All entries below are to be set down again exactly as given.

PROVIDED DATA below:

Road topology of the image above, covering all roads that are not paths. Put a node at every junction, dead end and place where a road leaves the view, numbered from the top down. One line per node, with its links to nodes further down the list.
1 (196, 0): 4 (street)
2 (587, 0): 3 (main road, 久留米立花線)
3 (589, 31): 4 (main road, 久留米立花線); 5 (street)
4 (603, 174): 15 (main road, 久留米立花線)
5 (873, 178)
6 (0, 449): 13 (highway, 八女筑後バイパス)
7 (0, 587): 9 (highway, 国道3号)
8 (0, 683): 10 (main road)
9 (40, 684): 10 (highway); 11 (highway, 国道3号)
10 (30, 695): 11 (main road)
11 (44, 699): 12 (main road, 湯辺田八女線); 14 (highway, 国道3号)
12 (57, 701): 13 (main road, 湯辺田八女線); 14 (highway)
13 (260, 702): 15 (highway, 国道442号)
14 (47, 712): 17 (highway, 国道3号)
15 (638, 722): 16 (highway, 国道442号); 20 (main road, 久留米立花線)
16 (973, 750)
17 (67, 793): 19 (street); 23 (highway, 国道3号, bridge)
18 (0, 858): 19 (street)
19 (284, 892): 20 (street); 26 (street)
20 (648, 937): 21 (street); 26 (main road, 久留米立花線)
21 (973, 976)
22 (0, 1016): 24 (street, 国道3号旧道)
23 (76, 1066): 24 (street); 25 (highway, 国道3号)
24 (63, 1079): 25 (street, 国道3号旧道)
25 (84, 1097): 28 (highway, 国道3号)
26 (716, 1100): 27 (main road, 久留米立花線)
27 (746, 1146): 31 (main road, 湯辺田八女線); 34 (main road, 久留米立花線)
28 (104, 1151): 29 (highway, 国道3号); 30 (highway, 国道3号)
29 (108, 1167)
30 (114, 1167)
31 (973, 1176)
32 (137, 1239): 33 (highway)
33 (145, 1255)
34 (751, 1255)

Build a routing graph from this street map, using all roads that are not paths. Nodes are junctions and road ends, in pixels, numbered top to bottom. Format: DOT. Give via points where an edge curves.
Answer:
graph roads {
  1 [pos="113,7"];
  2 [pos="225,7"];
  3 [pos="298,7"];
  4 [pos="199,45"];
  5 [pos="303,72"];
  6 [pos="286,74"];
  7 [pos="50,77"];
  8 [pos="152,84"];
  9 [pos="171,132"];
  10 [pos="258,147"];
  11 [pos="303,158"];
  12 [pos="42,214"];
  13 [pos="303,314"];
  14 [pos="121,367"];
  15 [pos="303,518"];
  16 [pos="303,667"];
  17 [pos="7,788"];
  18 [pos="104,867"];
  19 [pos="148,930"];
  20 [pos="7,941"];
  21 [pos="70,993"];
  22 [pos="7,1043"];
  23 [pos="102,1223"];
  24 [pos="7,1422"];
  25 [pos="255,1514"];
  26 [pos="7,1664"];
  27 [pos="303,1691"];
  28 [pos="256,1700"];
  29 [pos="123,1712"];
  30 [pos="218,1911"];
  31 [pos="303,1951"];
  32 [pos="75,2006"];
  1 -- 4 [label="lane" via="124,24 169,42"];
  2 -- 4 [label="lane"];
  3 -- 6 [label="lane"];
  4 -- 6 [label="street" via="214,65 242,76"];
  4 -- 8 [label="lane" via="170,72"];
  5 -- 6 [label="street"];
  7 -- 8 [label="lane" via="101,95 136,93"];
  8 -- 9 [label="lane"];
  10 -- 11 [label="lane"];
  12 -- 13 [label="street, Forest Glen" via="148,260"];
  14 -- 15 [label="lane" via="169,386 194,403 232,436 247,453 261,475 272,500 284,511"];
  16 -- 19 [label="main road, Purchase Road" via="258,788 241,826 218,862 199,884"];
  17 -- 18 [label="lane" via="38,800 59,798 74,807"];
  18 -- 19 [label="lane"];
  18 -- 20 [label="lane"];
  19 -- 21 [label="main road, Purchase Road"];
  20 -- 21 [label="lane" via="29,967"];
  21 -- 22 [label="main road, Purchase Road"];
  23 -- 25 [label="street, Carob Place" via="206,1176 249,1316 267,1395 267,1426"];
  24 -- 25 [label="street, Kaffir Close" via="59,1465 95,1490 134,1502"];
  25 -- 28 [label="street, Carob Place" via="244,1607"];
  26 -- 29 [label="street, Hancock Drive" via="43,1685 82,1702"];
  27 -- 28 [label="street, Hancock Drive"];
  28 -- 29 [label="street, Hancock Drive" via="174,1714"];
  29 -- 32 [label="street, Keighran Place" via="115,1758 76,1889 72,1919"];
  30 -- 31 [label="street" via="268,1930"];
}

End of PROVIDED DATA.

RESPONSE FOR THIS EXERCISE:
Road topology of the image above, covering all roads that are not paths. Put a node at every junction, dead end and place where a road leaves the view, numbered from the top down. One line per node, with its links to nodes further down the list.
1 (196, 0): 4 (street)
2 (587, 0): 3 (main road, 久留米立花線)
3 (589, 31): 4 (main road, 久留米立花線); 5 (street)
4 (603, 174): 15 (main road, 久留米立花線)
5 (873, 178)
6 (0, 449): 13 (highway, 八女筑後バイパス)
7 (0, 587): 9 (highway, 国道3号)
8 (0, 683): 10 (main road)
9 (40, 684): 10 (highway); 11 (highway, 国道3号)
10 (30, 695): 11 (main road)
11 (44, 699): 12 (main road, 湯辺田八女線); 14 (highway, 国道3号)
12 (57, 701): 13 (main road, 湯辺田八女線); 14 (highway)
13 (260, 702): 15 (highway, 国道442号)
14 (47, 712): 17 (highway, 国道3号)
15 (638, 722): 16 (highway, 国道442号); 20 (main road, 久留米立花線)
16 (973, 750)
17 (67, 793): 19 (street); 23 (highway, 国道3号, bridge)
18 (0, 858): 19 (street)
19 (284, 892): 20 (street); 26 (street)
20 (648, 937): 21 (street); 26 (main road, 久留米立花線)
21 (973, 976)
22 (0, 1016): 24 (street, 国道3号旧道)
23 (76, 1066): 24 (street); 25 (highway, 国道3号)
24 (63, 1079): 25 (street, 国道3号旧道)
25 (84, 1097): 28 (highway, 国道3号)
26 (716, 1100): 27 (main road, 久留米立花線)
27 (746, 1146): 31 (main road, 湯辺田八女線); 34 (main road, 久留米立花線)
28 (104, 1151): 29 (highway, 国道3号); 30 (highway, 国道3号)
29 (108, 1167)
30 (114, 1167)
31 (973, 1176)
32 (137, 1239): 33 (highway)
33 (145, 1255)
34 (751, 1255)

Build a routing graph from this street map, using all roads that are not paths. Nodes are junctions and road ends, in pixels, numbered top to bottom. Format: DOT. Give via points where an edge curves.
Answer:
graph roads {
  1 [pos="113,7"];
  2 [pos="225,7"];
  3 [pos="298,7"];
  4 [pos="199,45"];
  5 [pos="303,72"];
  6 [pos="286,74"];
  7 [pos="50,77"];
  8 [pos="152,84"];
  9 [pos="171,132"];
  10 [pos="258,147"];
  11 [pos="303,158"];
  12 [pos="42,214"];
  13 [pos="303,314"];
  14 [pos="121,367"];
  15 [pos="303,518"];
  16 [pos="303,667"];
  17 [pos="7,788"];
  18 [pos="104,867"];
  19 [pos="148,930"];
  20 [pos="7,941"];
  21 [pos="70,993"];
  22 [pos="7,1043"];
  23 [pos="102,1223"];
  24 [pos="7,1422"];
  25 [pos="255,1514"];
  26 [pos="7,1664"];
  27 [pos="303,1691"];
  28 [pos="256,1700"];
  29 [pos="123,1712"];
  30 [pos="218,1911"];
  31 [pos="303,1951"];
  32 [pos="75,2006"];
  1 -- 4 [label="lane" via="124,24 169,42"];
  2 -- 4 [label="lane"];
  3 -- 6 [label="lane"];
  4 -- 6 [label="street" via="214,65 242,76"];
  4 -- 8 [label="lane" via="170,72"];
  5 -- 6 [label="street"];
  7 -- 8 [label="lane" via="101,95 136,93"];
  8 -- 9 [label="lane"];
  10 -- 11 [label="lane"];
  12 -- 13 [label="street, Forest Glen" via="148,260"];
  14 -- 15 [label="lane" via="169,386 194,403 232,436 247,453 261,475 272,500 284,511"];
  16 -- 19 [label="main road, Purchase Road" via="258,788 241,826 218,862 199,884"];
  17 -- 18 [label="lane" via="38,800 59,798 74,807"];
  18 -- 19 [label="lane"];
  18 -- 20 [label="lane"];
  19 -- 21 [label="main road, Purchase Road"];
  20 -- 21 [label="lane" via="29,967"];
  21 -- 22 [label="main road, Purchase Road"];
  23 -- 25 [label="street, Carob Place" via="206,1176 249,1316 267,1395 267,1426"];
  24 -- 25 [label="street, Kaffir Close" via="59,1465 95,1490 134,1502"];
  25 -- 28 [label="street, Carob Place" via="244,1607"];
  26 -- 29 [label="street, Hancock Drive" via="43,1685 82,1702"];
  27 -- 28 [label="street, Hancock Drive"];
  28 -- 29 [label="street, Hancock Drive" via="174,1714"];
  29 -- 32 [label="street, Keighran Place" via="115,1758 76,1889 72,1919"];
  30 -- 31 [label="street" via="268,1930"];
}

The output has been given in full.